Os demais são encaminhados para dois outros caminhos. Aqueles que se esqueceram dos deuses e os ofenderam são encaminhados para o sombrio Tártaro, que é cercado por um lado pelo gelado Estinge e circundado por uma muralha de pedra negra e tem portões de ferro trancados por dentro, que só se abrem para dar entrada a mais um morto impiedoso. O Tártaro é um local de castigo para os que desafiaram aos deuses e seus gritos angustiantes se ouvem através das grossas muralhas triplas e nenhum mito revela que uma alma tenha fugido de lá.
O terceiro caminho, aquele que espero seguir, leva aos Campos Elísios onde o sol sempre brilha, já que os espíritos nunca precisam de repouso, as clareiras estão repletas de música e sempre se pode dançar. Os banquetes são diários e o vinho corre em cascata, mas é impossível se embebedar além dos limites e a ressaca nunca acontece. Após os banquetes diários são servidas grandes bandejas com romãs e uvas para facilitar a digestão.

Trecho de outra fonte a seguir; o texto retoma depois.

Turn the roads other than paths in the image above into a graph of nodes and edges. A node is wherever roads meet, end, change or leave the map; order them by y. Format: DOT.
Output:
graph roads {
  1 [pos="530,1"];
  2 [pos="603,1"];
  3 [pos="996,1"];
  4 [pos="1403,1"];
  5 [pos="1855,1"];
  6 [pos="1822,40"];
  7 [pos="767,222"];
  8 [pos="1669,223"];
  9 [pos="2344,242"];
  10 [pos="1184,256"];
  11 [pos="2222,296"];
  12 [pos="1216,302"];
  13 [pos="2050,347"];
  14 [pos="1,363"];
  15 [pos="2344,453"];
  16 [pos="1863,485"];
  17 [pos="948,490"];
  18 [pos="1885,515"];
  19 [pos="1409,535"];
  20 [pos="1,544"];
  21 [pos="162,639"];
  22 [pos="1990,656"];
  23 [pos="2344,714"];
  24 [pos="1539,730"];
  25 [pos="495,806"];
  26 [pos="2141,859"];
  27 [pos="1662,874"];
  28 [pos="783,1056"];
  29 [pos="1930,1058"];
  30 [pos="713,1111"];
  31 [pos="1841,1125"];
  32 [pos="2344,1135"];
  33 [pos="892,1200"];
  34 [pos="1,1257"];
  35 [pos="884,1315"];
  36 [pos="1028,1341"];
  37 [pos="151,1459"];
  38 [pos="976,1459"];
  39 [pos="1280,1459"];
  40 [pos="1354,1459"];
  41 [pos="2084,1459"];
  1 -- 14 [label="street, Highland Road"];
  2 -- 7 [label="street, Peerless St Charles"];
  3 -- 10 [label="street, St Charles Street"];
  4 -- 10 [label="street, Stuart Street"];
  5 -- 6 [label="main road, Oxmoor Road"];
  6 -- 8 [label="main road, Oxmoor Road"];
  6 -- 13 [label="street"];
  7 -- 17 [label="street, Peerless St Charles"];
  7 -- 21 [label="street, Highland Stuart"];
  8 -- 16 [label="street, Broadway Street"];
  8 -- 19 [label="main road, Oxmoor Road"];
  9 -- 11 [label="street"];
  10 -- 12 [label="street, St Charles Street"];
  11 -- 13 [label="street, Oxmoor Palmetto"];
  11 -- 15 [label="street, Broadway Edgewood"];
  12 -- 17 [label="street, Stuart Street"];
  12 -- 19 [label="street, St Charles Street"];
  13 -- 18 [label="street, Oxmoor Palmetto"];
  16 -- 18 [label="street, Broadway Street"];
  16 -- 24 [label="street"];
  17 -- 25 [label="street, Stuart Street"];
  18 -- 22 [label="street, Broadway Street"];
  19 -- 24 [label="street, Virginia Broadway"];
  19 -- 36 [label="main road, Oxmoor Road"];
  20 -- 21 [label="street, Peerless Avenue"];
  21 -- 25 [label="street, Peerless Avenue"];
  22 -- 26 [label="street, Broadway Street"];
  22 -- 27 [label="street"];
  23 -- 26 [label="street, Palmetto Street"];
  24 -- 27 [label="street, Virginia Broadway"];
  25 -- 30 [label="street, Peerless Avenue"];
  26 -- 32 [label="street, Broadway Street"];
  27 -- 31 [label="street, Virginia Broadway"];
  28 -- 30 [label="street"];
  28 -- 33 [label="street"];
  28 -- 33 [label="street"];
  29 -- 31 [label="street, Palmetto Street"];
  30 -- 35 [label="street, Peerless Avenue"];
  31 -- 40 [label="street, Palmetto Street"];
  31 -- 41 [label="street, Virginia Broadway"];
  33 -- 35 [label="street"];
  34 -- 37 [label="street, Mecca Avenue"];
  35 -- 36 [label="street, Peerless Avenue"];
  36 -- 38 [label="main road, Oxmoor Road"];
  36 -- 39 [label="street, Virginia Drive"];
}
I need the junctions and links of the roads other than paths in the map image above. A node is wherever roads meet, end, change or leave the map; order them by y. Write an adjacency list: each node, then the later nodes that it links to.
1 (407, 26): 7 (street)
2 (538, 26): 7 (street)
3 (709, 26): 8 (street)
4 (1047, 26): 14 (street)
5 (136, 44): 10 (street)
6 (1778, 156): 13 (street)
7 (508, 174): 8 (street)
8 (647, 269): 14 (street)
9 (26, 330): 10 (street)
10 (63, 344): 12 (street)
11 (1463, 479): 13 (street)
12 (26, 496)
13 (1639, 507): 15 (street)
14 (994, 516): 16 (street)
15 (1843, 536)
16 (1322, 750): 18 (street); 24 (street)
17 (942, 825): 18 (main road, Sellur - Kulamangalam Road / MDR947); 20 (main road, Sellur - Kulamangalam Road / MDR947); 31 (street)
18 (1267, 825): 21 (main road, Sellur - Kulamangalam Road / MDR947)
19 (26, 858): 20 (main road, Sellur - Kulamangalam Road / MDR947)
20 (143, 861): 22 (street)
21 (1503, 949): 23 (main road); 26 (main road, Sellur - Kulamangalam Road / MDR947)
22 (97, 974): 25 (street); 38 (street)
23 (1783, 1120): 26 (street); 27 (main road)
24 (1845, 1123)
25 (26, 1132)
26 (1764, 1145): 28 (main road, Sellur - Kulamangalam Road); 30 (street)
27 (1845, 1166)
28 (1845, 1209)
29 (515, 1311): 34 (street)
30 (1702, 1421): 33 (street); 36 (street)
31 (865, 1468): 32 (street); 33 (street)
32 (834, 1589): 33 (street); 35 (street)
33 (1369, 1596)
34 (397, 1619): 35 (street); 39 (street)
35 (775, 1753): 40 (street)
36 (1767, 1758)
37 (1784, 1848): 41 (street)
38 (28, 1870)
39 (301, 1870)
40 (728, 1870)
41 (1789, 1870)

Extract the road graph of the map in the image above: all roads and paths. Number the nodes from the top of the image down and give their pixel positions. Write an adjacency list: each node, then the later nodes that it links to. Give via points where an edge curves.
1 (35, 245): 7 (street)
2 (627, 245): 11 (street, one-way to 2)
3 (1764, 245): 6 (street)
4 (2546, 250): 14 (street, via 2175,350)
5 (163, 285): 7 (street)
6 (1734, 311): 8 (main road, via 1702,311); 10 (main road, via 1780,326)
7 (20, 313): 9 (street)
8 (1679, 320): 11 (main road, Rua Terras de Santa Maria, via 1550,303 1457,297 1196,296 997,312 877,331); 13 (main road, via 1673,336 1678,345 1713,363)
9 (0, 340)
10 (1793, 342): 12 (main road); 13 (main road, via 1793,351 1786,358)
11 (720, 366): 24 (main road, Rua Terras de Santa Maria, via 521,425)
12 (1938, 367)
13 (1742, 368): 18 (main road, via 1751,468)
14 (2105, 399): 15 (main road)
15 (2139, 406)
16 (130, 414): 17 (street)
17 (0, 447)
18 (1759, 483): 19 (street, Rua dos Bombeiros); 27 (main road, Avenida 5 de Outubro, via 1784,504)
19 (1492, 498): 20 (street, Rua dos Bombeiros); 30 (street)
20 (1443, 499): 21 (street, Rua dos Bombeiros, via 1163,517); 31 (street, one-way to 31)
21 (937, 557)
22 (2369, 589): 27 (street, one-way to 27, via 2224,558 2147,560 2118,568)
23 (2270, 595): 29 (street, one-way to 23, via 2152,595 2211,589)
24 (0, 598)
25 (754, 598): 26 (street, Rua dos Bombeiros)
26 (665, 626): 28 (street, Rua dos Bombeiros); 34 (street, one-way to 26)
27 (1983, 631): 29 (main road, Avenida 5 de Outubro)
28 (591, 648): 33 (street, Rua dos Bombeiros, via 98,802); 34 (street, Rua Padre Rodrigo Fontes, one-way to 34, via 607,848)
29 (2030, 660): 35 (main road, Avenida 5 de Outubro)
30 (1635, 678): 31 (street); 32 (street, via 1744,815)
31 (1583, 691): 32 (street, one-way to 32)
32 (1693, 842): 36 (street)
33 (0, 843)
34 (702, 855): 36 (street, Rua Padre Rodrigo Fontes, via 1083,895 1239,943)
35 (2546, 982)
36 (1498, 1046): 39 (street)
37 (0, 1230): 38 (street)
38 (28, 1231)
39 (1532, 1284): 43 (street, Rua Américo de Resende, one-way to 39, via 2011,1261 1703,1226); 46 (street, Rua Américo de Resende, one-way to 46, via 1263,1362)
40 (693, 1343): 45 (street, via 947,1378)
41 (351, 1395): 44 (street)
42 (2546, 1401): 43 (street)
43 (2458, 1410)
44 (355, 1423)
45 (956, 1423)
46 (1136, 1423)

Nos Campos Elísios viverei o verdadeiro "requiescat in pace" na companhia de Heróis e de antigos deuses destronados como Cronos, alto como uma montanha, que lá se comporta como qualquer ancião que vive na terra, enterrado em recordações de seus tempos de glória, e Urano castrado por este, que por vezes passa resmungando o seu infortúnio enquanto arrastas seus chinelos. Aí viverei por um bom tempo com meus antepassados notáveis, os heróis da minha infância e adolescência e na companhia de Hecáte, a Rainha Invencível do Hades, onde tem grande autoridade.
É ela que, por vezes, nos purifica quando voltamos do mundo dos vivos, onde matamos as saudades dos entes queridos ou recebemos homenagens destes. Sim, os que habitam os Campos Elísios podem voltar ao mundo dos vivos, mas a vida lá é tão feliz que poucos se ausentam e mesmo assim por breves períodos. É Hecáte quem nos mostra o caminho que não passa nem por Caronte nem por Cérbero, nos ensina a evitar a água do Letes, pois se a bebemos vagaremos junto aos tristes espíritos do Vale dos Narcisos. É também Hécate que abre a porta para que espíritos vingativos voltem para atormentar os vivos que cometeram crimes ou injustiça para com eles. Por vezes, a rainha feiticeira vem ela mesma à Terra nas noites de plenilúnio, e sua negra figura pode ser vista acompanhada por três cães nas encruzilhadas ou em lugares onde os túmulos fazem sombras. Mas é por sua mão que voltámos renascidos para o mundo dos vivos, após beber a água do Letes servida por Perséfone. Voltarei sem memórias, para viver outra meada preparada por Laquesis, e nesta espero novamente cumprir meu destino, para seguir meu caminho espiritual, até que me seja concedido viver eternamente nos Campos Elísios, junto com meus ancestrais e com todos os que amei nas minhas muitas vidas.